12 citizens: The enduring promise of the jury

Recently, I sat in a jury pool in Wake County. I’ve been to courthouses on countless occasions as an attorney, but never as a prospective juror. I wasn’t sure what to expect, other than inconvenience and annoyance.
But what I expected to be a day of inconvenience became a quiet reminder of what self-government looks like in practice. The prospective jurors around me took the process seriously. No eye-rolling, no grumbling, just ordinary citizens prepared to perform an extraordinary service. The court ran efficiently, the attorneys were professional, and the stakes for the people whose cases hung in the balance could not have been higher.
It made me think about where this institution came from, and why so many of us treat a jury summons like a parking ticket rather than one of the few direct acts of self-government most Americans will ever perform.
A Right Forged in Conflict
The right to jury trial wasn’t born in a philosophy seminar. It was hammered out over centuries of struggle between ordinary people and concentrated power. The story begins with Magna Carta in 1215, when English barons forced King John to acknowledge that no free person could be imprisoned except “by the lawful judgment of his peers.” That idea became a cornerstone of English law and crossed the Atlantic with the colonists.
By the Revolution, the jury was not just a legal mechanism but a political safeguard.

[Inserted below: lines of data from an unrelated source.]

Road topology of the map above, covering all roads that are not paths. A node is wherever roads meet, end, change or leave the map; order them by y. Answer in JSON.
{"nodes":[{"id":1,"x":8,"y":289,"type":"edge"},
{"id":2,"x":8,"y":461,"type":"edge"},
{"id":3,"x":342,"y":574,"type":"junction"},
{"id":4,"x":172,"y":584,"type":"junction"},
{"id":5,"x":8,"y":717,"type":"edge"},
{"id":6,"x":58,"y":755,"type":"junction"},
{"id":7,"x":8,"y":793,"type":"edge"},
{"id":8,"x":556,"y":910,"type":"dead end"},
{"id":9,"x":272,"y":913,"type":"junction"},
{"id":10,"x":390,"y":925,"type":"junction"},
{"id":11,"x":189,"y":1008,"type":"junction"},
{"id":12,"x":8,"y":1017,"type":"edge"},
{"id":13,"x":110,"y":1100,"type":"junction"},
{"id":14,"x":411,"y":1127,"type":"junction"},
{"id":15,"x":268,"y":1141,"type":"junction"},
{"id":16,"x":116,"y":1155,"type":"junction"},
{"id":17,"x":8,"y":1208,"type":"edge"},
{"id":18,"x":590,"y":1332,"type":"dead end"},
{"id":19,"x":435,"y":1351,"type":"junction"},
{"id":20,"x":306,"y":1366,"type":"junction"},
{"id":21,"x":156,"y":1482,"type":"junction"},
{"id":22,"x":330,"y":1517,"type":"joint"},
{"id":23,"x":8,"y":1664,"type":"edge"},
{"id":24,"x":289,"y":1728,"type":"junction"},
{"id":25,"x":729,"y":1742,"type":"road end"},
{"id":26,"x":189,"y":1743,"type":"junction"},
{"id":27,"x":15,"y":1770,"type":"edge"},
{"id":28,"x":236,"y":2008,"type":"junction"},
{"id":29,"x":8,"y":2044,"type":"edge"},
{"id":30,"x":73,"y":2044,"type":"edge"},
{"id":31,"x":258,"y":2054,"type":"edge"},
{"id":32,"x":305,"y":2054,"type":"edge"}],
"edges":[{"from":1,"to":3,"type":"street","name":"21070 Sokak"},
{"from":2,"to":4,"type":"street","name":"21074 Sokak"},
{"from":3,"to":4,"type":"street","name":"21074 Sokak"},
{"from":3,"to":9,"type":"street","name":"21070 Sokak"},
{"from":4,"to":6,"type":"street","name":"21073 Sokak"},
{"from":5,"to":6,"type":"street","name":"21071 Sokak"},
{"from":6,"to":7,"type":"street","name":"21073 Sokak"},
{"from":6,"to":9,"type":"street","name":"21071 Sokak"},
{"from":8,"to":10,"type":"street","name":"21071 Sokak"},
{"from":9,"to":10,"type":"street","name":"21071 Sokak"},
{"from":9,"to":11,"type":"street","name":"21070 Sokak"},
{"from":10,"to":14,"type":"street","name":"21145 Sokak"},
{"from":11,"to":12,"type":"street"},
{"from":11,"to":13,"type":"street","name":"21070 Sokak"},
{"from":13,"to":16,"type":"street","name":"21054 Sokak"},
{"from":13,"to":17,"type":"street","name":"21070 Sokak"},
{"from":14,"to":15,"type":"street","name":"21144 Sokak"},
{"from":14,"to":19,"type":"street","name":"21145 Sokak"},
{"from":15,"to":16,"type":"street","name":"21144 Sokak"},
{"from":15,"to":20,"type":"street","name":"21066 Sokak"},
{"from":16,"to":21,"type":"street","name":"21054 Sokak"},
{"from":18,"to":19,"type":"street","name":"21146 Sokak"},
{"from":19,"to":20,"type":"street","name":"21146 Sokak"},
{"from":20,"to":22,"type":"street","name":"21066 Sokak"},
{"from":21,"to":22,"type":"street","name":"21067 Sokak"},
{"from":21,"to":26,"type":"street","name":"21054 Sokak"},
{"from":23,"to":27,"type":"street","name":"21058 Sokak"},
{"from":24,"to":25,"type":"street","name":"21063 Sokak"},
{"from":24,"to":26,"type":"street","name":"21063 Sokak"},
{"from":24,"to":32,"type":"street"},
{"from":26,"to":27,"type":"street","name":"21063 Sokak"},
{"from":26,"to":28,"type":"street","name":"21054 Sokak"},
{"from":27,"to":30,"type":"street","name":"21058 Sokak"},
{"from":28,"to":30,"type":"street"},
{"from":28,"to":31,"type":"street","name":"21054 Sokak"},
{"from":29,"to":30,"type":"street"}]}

Among the grievances in the Declaration of Independence was the Crown’s practice of “depriving us in many cases, of the benefits of Trial by Jury.” The founders protected jury trial in multiple parts of the Constitution — Article II and the Sixth Amendment for criminal cases and the Seventh Amendment for many civil cases in federal court — because they had lived without it and knew exactly what that cost
North Carolina’s commitment runs especially deep. In 1776, delegates meeting in Halifax included trial by jury in the state’s first constitution. That promise has been renewed in every constitution since.
Why It Still Matters
Some argue the jury trial has become an expensive relic — most cases never reach one. But that misses the point.
The jury trial matters because it cannot be bypassed when someone insists on it. It places ultimate decision-making power in the hands of ordinary citizens — not lawyers, judges, or politicians — who bring their judgment and common sense to bear.
There is a reason authoritarian governments dismantle jury systems. The jury is a distributed veto — the community’s ability to say to the state: not this time, not in our name. It is incorruptible because it is anonymous, temporary, and constantly renewed. No one serves long enough to be captured by the system.
And yet, we avoid jury duty. Summons go unanswered, hardship claims multiply, and jury pools end up skewed toward whoever has the most flexible schedule. This hollows out the constitutional promise of a jury. When whole categories of citizens opt out, the community is no longer truly represented in the room where verdicts are born. There are real reasons for excusal, like caregiving duties or health issues, and courts take them seriously. But “I’d rather not” cannot be the foundation of a functioning justice system.
What I Saw in Wake County
What struck me most in that jury pool was the attitude of the people in the room. These were busy individuals. I could see it in the laptops and last-minute calls before they were asked to put them away. Many had rearranged their schedules to be there. And yet the room carried a sense of quiet seriousness. People listened. They answered hard questions honestly. They understood that someone’s life or livelihood could turn on whether they did this well.
That is the institution working as intended. That is what a healthy democracy looks like at ground level.
An Invitation, Not an Imposition
If you receive a jury summons and are tempted to look for a way out, reconsider — not only because you are legally required to respond, but because what you are being asked to do is genuinely important. You are being asked to take part in a system that places authority, however briefly, in your hands.
The framers protected the right to jury trial because they had lived without it and understood the dangers of unchecked power. When you answer a summons, you become a living link in a chain that runs from the Magna Carta to Halifax to your own courthouse door.
Think of it not as a burden, but as an honor — one of the clearest expressions of self-government we still possess.